Step 6: Gather configuration values
Collect these values from Azure:
- Application (client) ID: Found in your app registration overview
- Client secret: The value you copied in Step 3
- Tenant ID: Located in Microsoft Entra > Overview
- Conditional Access ID: The authentication context ID from Step 4 (for example, C1)
- Navigate to Admin > Settings > Step Up Authentication.
- Click Add Step Up Provider and select Microsoft Entra.
- Enter the configuration details:
- Provider name: Microsoft Entra MFA
- Issuer URL:
https://login.microsoftonline.com/{TENANT_ID}/v2.0 (replace {TENANT_ID} with your tenant ID)
- Client ID: Your Application (client) ID from Azure
- Client secret: The secret value from Step 3
- Validation mode: Select Require ACRS
- Conditional Access IDs: The authentication context ID(s) you created (for example, C1)
- Microsoft Tenant ID: Your Azure tenant ID
- Save the configuration.
Enable step-up in policies
Once your provider is configured and tested, enable step-up authentication in your approval policies:
- Navigate to Policies in ConductorOne.
- Edit an existing policy or create a new one.
- For any approval step, enable Requires Step Up Authentication.
- Select your configured provider from the dropdown.
- Save the policy.
When step-up authentication is enabled for an approval step, auto-approval is automatically disabled since there’s no user to perform the additional authentication.
End-user experience
When a task requires step-up authentication for approval:
- The task displays a “Requires Step Up Authentication” indicator.
- Instead of a standard Approve button, users see Approve with Step Up.
- Clicking this button redirects the user to the configured identity provider.
- The user completes the required authentication steps (such as MFA).
- Upon successful authentication, the user is returned to ConductorOne.
- The approval is processed and an audit trail is created.
Frequently asked questions
How does step-up authentication affect automated approvals?
When step-up authentication is enabled for an approval step, automated approvals are automatically disabled since there’s no user to perform the additional authentication.
What happens if a user doesn’t have MFA enabled in the identity provider?
The behavior depends on your ACR values and provider policies.
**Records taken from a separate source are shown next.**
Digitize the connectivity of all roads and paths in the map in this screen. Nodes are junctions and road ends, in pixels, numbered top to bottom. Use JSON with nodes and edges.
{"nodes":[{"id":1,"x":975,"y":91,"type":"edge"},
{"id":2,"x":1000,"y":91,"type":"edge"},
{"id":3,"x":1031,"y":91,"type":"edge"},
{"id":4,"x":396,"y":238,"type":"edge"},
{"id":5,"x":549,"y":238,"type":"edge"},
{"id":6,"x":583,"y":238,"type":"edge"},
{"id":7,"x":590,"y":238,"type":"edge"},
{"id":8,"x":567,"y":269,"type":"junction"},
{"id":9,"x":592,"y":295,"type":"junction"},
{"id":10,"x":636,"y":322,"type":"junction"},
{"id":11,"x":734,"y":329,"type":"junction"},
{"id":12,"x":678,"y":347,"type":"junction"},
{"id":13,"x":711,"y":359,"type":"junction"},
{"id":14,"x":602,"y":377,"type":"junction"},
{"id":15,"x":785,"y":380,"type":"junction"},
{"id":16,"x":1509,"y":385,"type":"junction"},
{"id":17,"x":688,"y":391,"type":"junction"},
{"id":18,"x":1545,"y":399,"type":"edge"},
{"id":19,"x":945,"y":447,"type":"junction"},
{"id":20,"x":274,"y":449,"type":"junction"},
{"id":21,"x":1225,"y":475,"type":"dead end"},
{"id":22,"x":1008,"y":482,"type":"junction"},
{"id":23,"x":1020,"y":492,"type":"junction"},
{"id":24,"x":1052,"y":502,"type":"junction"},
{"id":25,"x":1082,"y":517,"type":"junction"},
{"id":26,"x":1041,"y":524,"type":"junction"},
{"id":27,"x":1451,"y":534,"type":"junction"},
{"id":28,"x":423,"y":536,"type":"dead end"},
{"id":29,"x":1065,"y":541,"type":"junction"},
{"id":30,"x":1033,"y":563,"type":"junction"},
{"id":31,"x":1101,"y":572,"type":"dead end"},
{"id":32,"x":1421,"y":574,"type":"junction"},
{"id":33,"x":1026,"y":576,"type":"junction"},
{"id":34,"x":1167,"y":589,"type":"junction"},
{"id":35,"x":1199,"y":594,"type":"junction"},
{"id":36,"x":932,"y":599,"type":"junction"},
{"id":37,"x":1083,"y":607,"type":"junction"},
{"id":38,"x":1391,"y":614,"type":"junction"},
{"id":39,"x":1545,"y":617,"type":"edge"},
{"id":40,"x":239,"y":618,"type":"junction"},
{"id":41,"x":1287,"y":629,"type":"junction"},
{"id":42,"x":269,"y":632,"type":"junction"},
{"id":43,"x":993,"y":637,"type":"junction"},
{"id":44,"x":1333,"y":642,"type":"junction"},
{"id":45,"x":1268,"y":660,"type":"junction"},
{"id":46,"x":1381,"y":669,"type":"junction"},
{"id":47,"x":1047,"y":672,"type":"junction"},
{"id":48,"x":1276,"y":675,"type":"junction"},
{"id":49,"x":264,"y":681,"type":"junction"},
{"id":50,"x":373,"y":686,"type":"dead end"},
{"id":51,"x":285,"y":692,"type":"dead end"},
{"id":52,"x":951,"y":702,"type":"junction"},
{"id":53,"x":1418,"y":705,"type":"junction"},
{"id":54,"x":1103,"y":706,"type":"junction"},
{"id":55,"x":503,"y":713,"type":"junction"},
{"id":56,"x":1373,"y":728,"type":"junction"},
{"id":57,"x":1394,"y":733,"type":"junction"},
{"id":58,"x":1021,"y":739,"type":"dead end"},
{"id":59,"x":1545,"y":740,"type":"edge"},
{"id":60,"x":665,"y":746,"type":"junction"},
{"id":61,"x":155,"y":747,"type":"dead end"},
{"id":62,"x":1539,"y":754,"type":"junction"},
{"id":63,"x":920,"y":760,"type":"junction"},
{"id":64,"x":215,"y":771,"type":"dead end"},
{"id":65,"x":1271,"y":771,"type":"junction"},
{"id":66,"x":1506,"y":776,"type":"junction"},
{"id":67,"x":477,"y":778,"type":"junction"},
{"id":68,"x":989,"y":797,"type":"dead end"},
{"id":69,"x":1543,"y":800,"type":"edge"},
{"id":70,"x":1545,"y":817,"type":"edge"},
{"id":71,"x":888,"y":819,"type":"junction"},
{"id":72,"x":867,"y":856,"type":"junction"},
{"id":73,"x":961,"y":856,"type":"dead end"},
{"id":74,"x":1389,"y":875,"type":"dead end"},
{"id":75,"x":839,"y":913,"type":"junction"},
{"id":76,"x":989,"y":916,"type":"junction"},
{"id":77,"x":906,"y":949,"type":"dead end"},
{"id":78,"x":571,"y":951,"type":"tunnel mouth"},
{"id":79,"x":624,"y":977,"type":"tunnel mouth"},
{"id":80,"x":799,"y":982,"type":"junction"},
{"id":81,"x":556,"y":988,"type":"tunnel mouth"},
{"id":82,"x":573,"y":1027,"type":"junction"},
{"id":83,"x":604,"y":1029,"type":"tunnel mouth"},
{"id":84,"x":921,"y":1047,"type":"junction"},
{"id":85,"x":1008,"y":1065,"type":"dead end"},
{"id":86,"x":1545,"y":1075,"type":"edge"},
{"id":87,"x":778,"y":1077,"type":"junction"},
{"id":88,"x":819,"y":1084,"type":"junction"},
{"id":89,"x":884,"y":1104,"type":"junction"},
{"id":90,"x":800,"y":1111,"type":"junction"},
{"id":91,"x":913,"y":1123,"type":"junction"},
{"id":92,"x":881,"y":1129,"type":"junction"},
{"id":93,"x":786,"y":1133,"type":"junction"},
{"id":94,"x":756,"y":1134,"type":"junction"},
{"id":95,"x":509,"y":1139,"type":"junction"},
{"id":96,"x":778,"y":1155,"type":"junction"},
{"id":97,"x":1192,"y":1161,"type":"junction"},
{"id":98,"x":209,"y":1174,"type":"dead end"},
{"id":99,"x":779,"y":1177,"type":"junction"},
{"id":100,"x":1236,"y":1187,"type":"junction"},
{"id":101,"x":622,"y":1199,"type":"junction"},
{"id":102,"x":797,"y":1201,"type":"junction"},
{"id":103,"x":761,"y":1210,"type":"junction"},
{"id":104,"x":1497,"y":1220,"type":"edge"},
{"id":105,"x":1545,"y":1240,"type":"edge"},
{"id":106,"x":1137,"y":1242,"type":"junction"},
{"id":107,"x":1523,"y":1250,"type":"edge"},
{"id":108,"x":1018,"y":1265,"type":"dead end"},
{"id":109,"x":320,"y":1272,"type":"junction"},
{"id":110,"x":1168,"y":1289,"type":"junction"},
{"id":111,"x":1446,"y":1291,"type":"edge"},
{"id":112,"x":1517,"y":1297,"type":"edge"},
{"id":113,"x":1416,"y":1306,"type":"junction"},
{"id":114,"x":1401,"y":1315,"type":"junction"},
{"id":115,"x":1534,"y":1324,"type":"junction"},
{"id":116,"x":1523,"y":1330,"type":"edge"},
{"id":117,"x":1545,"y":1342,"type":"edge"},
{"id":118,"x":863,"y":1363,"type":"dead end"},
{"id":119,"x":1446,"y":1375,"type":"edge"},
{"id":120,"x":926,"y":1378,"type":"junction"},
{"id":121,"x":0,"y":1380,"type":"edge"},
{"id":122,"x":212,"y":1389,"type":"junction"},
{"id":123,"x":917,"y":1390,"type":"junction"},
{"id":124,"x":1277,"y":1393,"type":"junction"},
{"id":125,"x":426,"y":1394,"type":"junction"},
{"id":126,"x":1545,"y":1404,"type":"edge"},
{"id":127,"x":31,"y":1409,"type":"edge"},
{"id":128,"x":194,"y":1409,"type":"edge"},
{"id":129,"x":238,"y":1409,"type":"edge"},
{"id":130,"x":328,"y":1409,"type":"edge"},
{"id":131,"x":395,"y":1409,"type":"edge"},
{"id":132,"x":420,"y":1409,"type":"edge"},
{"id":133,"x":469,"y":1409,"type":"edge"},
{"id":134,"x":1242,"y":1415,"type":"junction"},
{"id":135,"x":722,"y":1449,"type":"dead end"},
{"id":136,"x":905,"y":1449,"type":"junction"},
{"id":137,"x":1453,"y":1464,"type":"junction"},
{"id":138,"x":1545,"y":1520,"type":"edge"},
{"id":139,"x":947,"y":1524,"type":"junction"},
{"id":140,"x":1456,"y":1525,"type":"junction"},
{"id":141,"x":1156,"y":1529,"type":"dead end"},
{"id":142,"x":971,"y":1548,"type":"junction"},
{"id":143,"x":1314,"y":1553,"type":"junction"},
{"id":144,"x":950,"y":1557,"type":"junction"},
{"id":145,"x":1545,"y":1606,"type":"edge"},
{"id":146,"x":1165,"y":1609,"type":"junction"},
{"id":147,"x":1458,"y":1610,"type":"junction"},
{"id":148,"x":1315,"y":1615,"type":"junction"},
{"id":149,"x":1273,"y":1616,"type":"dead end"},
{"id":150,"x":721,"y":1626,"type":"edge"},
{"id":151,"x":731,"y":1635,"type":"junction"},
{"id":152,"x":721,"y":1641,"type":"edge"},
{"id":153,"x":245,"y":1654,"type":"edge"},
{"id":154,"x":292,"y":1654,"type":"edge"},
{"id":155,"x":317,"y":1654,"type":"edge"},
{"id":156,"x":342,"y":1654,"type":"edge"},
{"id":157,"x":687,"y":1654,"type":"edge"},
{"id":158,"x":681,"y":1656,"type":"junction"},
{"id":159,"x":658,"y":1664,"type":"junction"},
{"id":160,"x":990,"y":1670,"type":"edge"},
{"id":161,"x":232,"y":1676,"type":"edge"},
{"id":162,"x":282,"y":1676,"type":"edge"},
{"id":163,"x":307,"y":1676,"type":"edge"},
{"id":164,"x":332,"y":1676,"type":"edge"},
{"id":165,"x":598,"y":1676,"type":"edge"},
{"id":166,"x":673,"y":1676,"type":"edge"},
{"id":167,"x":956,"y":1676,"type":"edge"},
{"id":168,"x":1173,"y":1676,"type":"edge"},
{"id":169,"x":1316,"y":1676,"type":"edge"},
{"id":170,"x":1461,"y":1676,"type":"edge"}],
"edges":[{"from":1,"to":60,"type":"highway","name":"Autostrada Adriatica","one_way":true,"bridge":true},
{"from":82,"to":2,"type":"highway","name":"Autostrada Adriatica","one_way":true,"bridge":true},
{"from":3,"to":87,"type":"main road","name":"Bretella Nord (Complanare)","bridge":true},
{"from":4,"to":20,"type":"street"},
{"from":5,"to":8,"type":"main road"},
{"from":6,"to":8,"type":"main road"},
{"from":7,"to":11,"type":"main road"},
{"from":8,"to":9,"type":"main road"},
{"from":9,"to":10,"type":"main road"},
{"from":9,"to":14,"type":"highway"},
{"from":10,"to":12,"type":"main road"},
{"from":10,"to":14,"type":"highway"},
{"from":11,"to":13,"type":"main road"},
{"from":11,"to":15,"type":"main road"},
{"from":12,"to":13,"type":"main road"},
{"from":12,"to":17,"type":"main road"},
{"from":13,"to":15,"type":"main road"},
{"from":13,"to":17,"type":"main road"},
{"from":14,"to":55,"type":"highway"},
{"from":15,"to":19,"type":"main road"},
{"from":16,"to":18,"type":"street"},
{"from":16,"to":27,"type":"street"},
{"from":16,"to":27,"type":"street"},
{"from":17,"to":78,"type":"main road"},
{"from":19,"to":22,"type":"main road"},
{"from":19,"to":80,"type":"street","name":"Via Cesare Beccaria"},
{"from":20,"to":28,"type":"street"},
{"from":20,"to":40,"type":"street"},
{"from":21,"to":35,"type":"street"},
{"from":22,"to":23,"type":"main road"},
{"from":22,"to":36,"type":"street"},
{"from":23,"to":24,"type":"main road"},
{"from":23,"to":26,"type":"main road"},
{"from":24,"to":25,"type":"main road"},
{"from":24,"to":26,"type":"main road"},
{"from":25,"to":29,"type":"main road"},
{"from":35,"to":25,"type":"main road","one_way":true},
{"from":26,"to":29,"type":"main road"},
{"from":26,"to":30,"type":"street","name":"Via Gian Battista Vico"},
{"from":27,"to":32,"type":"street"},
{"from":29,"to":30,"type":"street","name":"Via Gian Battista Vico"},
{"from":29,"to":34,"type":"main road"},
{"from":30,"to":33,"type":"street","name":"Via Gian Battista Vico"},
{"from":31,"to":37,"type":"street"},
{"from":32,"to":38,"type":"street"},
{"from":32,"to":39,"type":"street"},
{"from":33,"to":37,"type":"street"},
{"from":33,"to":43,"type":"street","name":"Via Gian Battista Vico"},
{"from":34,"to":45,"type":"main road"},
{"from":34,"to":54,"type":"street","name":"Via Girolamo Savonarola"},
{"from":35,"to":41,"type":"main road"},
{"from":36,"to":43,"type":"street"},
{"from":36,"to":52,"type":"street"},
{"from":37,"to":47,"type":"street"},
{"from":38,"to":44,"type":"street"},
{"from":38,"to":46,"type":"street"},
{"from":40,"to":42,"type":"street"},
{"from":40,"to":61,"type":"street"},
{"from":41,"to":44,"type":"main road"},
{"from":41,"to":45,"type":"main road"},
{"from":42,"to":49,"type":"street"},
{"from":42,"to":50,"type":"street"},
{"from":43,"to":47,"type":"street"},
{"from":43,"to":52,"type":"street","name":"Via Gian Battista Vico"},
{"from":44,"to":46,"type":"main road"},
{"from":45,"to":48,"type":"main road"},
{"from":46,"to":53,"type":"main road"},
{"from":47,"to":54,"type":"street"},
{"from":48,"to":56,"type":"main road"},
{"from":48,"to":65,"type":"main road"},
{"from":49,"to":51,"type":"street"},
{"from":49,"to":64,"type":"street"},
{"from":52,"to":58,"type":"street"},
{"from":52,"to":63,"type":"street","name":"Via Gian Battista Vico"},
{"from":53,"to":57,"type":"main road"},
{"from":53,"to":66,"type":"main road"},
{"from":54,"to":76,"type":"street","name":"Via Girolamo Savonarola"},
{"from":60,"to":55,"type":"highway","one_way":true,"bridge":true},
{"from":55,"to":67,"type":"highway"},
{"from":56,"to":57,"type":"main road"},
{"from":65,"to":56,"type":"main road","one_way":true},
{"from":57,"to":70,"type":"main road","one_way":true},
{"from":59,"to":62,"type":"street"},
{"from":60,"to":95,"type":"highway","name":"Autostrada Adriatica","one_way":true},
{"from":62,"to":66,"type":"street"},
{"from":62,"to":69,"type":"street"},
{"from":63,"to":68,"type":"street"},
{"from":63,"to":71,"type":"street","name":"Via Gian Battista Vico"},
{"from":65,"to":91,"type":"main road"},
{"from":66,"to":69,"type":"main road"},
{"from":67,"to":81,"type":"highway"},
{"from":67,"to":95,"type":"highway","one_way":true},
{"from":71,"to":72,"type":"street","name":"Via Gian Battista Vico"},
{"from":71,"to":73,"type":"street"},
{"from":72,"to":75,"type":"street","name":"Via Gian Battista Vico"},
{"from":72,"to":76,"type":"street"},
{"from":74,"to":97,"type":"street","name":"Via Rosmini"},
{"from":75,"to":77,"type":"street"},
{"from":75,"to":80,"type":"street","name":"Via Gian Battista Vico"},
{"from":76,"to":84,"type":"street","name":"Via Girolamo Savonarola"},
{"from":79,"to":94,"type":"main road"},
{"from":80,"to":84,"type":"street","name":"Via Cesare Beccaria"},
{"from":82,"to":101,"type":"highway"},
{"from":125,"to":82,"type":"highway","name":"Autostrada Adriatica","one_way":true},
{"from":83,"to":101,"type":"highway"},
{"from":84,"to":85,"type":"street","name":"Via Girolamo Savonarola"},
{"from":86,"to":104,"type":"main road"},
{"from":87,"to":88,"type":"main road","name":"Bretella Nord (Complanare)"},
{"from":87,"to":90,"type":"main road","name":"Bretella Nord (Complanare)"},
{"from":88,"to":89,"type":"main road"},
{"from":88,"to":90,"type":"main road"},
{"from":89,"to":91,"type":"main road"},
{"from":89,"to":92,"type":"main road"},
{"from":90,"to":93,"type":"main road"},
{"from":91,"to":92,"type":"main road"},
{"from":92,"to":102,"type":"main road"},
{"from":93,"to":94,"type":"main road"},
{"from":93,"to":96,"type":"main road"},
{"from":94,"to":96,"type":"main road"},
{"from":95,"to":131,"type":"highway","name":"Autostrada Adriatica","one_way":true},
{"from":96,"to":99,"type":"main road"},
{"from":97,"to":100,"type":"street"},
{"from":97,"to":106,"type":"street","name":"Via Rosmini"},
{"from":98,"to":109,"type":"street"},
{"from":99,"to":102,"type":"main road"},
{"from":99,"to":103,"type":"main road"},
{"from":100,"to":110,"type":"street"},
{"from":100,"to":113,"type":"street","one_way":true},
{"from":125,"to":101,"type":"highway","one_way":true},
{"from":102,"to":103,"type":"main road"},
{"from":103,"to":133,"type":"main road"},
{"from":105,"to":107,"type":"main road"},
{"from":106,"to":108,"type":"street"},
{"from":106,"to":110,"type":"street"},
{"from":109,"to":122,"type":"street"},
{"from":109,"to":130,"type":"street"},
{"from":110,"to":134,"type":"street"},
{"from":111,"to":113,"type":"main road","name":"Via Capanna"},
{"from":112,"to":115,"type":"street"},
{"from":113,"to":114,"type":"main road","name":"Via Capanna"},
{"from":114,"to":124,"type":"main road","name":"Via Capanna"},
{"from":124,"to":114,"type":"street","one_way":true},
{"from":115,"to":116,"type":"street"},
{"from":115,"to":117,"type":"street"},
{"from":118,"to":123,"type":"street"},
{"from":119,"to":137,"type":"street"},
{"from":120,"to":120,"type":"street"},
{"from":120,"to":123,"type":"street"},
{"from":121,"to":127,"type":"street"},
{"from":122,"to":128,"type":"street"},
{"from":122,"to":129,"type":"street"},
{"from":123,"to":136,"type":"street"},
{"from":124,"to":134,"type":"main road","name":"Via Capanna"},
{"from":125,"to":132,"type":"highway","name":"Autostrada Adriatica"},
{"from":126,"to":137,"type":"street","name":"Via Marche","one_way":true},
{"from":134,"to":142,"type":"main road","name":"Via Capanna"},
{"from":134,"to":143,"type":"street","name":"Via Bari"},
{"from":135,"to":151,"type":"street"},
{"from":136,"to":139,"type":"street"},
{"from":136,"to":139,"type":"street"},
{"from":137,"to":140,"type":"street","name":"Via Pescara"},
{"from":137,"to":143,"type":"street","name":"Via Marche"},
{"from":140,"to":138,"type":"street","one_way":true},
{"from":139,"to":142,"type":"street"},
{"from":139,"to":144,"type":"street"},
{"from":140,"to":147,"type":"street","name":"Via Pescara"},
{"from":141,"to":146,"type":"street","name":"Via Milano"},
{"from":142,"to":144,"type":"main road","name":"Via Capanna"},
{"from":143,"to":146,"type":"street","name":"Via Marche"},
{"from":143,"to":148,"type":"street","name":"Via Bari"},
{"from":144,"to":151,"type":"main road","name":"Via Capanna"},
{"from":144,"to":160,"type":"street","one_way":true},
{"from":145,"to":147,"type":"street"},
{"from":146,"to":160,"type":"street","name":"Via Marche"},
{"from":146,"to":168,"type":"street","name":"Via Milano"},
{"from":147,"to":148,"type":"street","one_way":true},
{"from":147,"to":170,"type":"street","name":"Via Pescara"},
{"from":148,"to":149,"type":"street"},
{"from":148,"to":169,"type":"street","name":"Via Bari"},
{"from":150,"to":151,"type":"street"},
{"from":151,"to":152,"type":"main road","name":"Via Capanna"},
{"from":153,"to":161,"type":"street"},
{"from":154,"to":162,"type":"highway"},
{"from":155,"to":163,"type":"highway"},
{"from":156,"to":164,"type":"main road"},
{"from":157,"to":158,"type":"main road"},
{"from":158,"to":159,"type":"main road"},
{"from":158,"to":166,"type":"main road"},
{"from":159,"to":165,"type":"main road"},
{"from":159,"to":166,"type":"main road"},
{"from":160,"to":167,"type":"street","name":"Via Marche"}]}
In Okta, if the ACR value is urn:okta:loa:2fa:any:ifpossible, the system will use MFA if available but proceed without it if not. With strict MFA requirements, users without MFA can’t complete the approval.
Can different policies use different step-up providers?
Yes. Each approval step can be configured with a different step-up provider, allowing you to require different authentication strengths for different types of approvals.
How does this work with SSO?
Step-up authentication works outside of the SSO flow. Users still authenticate via SSO initially, but are prompted for additional verification when performing sensitive approvals based on the configured policy.
What happens during identity provider outages?
If the identity provider is unavailable, users can’t complete the step-up authentication flow.
Does this feature support mobile applications?
Yes. The feature works on both web browsers and mobile devices using standard OAuth 2.0 redirect flows.
Which Microsoft Entra approach should I use?
For most deployments, the Cloud Apps approach is recommended due to its simpler setup. Use the Authentication Contexts approach if you need multiple authentication contexts for different scenarios.